Jun 10, 2021 | 9:33 AM

VALENCE, France (AP) — A French court has sentenced a 28-year-old man to four months in prison for slapping President Macron in the face.

Damien Tarel was quickly arrested after the swipe that caught Macron’s left cheek with an audible thwack on Tuesday, as the French leader was greeting a crowd.

The court in the southeastern city of Valence convicted Tarel Thursday on a charge of violence against a person invested with public authority. He was given four months in prison and an additional 14-month suspended sentence, and also banned from ever holding public office and from owning weapons for five years.

Tarel described himself as a right-wing or extreme-right “patriot” and member of the yellow vest economic protest movement. He shouted a centuries-old royalist war cry as he hit the president.

THIS IS A BREAKING NEWS UPDATE. AP’s earlier story follows below.

VALENCE, France (AP) — A 28-year-old man on trial for slapping French President Emmanuel Macron testified Thursday that the attack was impulsive and unplanned, and prompted by anger at France’s “decline.”

Damien Tarel faces possible jail time and a fine if found guilty of assaulting a public official at the special emergency trial in the southeastern city of Valence. Tarel was quickly arrested after the swipe Tuesday, which caught Macron in the face with an audible thwack as the French leader was greeting a crowd in the region.

Tarel acknowledged hitting the president with a “rather violent” slap. “When I saw his friendly, lying look, I felt disgust, and I had a violent reaction,” he told the court. “It was an impulsive reaction… I was surprised myself by the violence.”

While he said he and his friends had considered bringing an egg or a cream pie to throw at the president, he said they dropped the idea — and insisted that the slap wasn’t premeditated.

“I think that Emmanuel Macron represents the decline of our country,” he said, without explaining what he meant.

Tarel told the court that he supported the yellow vest economic protest movement that shook Macron’s presidency in 2019. He told investigators that he held right- or ultra-right political convictions without being a member of a party or group, according to the prosecutor’s office.

The charge of violence against a person invested with public authority is punishable by up to 3 years’ imprisonment and a fine of 45,000 euros ($54,000).

Macron wouldn’t comment Thursday on the trial, but insisted that “nothing justifies violence in a democratic society, never.”

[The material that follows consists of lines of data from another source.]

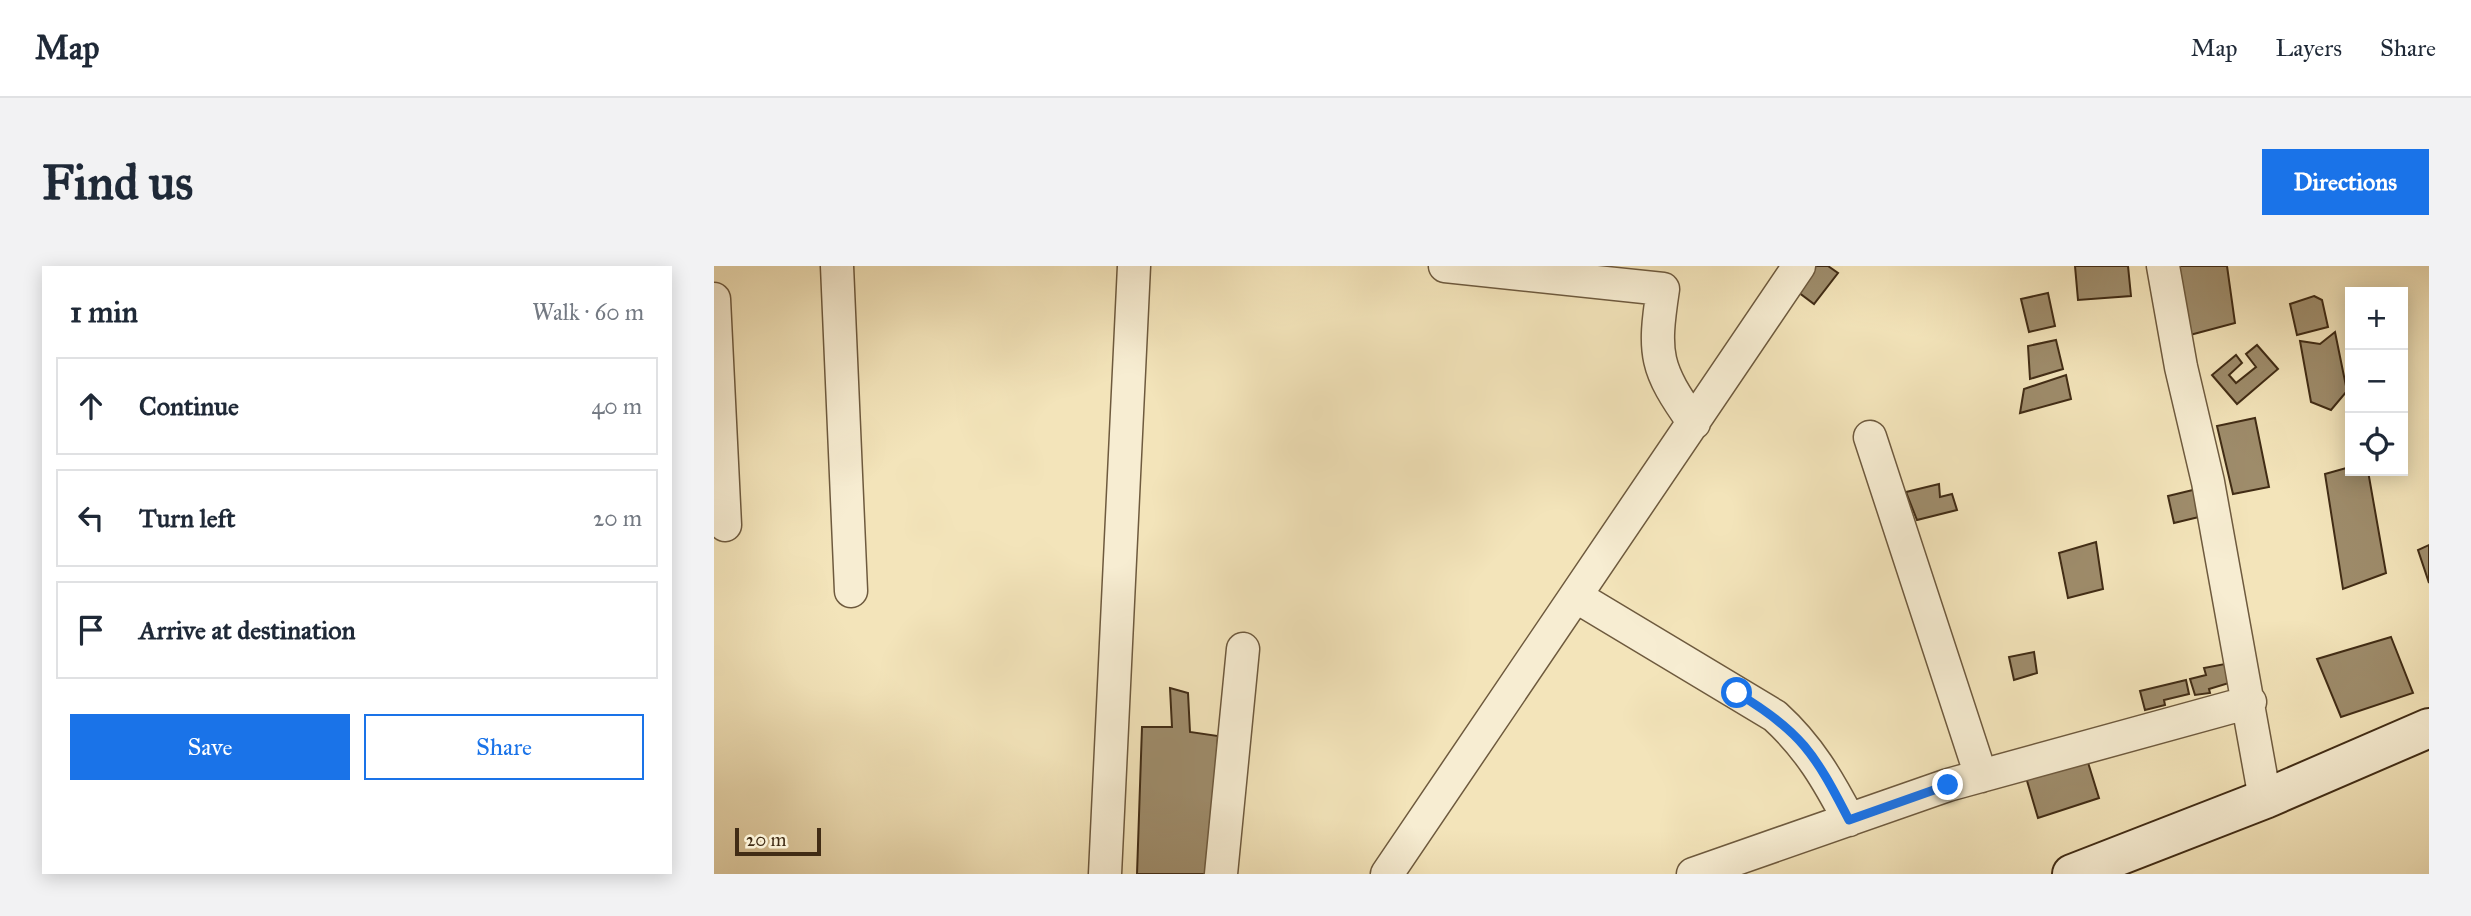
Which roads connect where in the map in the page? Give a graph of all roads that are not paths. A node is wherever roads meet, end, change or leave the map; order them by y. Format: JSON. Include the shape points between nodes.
{"nodes":[{"id":1,"x":837,"y":266,"type":"edge"},
{"id":2,"x":1134,"y":266,"type":"edge"},
{"id":3,"x":1445,"y":266,"type":"edge"},
{"id":4,"x":1799,"y":266,"type":"edge"},
{"id":5,"x":2163,"y":266,"type":"edge"},
{"id":6,"x":1666,"y":277,"type":"edge"},
{"id":7,"x":714,"y":299,"type":"edge"},
{"id":8,"x":1694,"y":423,"type":"junction"},
{"id":9,"x":1870,"y":437,"type":"dead end"},
{"id":10,"x":725,"y":526,"type":"dead end"},
{"id":11,"x":851,"y":591,"type":"dead end"},
{"id":12,"x":1577,"y":597,"type":"junction"},
{"id":13,"x":1243,"y":649,"type":"dead end"},
{"id":14,"x":2250,"y":702,"type":"junction"},
{"id":15,"x":2429,"y":728,"type":"edge"},
{"id":16,"x":1982,"y":776,"type":"junction"},
{"id":17,"x":2265,"y":799,"type":"junction"},
{"id":18,"x":1849,"y":820,"type":"junction"},
{"id":19,"x":1105,"y":874,"type":"edge"},
{"id":20,"x":1221,"y":874,"type":"edge"},
{"id":21,"x":1387,"y":874,"type":"edge"},
{"id":22,"x":1693,"y":874,"type":"edge"},
{"id":23,"x":2072,"y":874,"type":"edge"}],
"edges":[{"from":1,"to":11,"type":"street"},
{"from":2,"to":19,"type":"street"},
{"from":3,"to":6,"type":"street"},
{"from":4,"to":8,"type":"street"},
{"from":5,"to":14,"type":"street"},
{"from":6,"to":8,"type":"street","via":[[1657,331],[1658,360],[1669,388]]},
{"from":7,"to":10,"type":"street"},
{"from":8,"to":12,"type":"street"},
{"from":9,"to":16,"type":"street"},
{"from":12,"to":18,"type":"street","via":[[1775,716],[1817,761]]},
{"from":12,"to":21,"type":"street"},
{"from":13,"to":20,"type":"street"},
{"from":14,"to":16,"type":"street"},
{"from":14,"to":17,"type":"street"},
{"from":15,"to":17,"type":"street"},
{"from":16,"to":18,"type":"street"},
{"from":17,"to":23,"type":"street"},
{"from":18,"to":22,"type":"street"}]}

“It’s not such a big deal to get a slap when you go toward a crowd to say hello to some people who were waiting for a long time,” he said in an interview with broadcaster BFM-TV. “We must not make that stupid and violent act more important than it is.”

At the same time, the president added, “we must not make it banal, because anyone with public authority is entitled to respect.”

Another man arrested in the ruckus that followed the slap, identified by the prosecutor as Arthur C., will be judged at a later date, in 2022, for illegal possession of weapons.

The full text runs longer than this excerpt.